- _REQUIREMENT_: Give back all the data exactly as it was written.

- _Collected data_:
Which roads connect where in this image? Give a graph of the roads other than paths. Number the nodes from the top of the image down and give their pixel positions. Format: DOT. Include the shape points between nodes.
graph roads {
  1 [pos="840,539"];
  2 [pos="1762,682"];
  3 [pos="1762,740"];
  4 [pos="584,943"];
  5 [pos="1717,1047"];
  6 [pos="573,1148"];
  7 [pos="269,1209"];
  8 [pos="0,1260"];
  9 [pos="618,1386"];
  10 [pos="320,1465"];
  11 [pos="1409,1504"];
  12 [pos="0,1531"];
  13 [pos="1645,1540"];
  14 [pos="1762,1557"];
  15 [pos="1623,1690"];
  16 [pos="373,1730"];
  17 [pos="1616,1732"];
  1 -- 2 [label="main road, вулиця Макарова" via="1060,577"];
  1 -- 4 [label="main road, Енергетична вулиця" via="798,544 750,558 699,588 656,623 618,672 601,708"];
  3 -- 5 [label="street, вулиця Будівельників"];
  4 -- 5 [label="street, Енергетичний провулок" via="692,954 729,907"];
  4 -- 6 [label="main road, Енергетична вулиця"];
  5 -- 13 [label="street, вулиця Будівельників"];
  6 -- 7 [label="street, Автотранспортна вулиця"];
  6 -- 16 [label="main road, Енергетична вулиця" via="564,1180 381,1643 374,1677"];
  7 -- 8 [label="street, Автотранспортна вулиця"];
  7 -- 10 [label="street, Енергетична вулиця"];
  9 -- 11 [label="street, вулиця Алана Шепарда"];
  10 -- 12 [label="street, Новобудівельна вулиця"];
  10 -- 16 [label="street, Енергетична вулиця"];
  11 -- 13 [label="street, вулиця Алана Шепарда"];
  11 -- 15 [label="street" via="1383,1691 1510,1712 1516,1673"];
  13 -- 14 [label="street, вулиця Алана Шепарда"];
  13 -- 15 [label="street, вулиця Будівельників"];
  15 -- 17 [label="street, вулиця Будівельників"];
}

- _YOUR RESPONSE_:
Which roads connect where in this image? Give a graph of the roads other than paths. Number the nodes from the top of the image down and give their pixel positions. Format: DOT. Include the shape points between nodes.
graph roads {
  1 [pos="840,539"];
  2 [pos="1762,682"];
  3 [pos="1762,740"];
  4 [pos="584,943"];
  5 [pos="1717,1047"];
  6 [pos="573,1148"];
  7 [pos="269,1209"];
  8 [pos="0,1260"];
  9 [pos="618,1386"];
  10 [pos="320,1465"];
  11 [pos="1409,1504"];
  12 [pos="0,1531"];
  13 [pos="1645,1540"];
  14 [pos="1762,1557"];
  15 [pos="1623,1690"];
  16 [pos="373,1730"];
  17 [pos="1616,1732"];
  1 -- 2 [label="main road, вулиця Макарова" via="1060,577"];
  1 -- 4 [label="main road, Енергетична вулиця" via="798,544 750,558 699,588 656,623 618,672 601,708"];
  3 -- 5 [label="street, вулиця Будівельників"];
  4 -- 5 [label="street, Енергетичний провулок" via="692,954 729,907"];
  4 -- 6 [label="main road, Енергетична вулиця"];
  5 -- 13 [label="street, вулиця Будівельників"];
  6 -- 7 [label="street, Автотранспортна вулиця"];
  6 -- 16 [label="main road, Енергетична вулиця" via="564,1180 381,1643 374,1677"];
  7 -- 8 [label="street, Автотранспортна вулиця"];
  7 -- 10 [label="street, Енергетична вулиця"];
  9 -- 11 [label="street, вулиця Алана Шепарда"];
  10 -- 12 [label="street, Новобудівельна вулиця"];
  10 -- 16 [label="street, Енергетична вулиця"];
  11 -- 13 [label="street, вулиця Алана Шепарда"];
  11 -- 15 [label="street" via="1383,1691 1510,1712 1516,1673"];
  13 -- 14 [label="street, вулиця Алана Шепарда"];
  13 -- 15 [label="street, вулиця Будівельників"];
  15 -- 17 [label="street, вулиця Будівельників"];
}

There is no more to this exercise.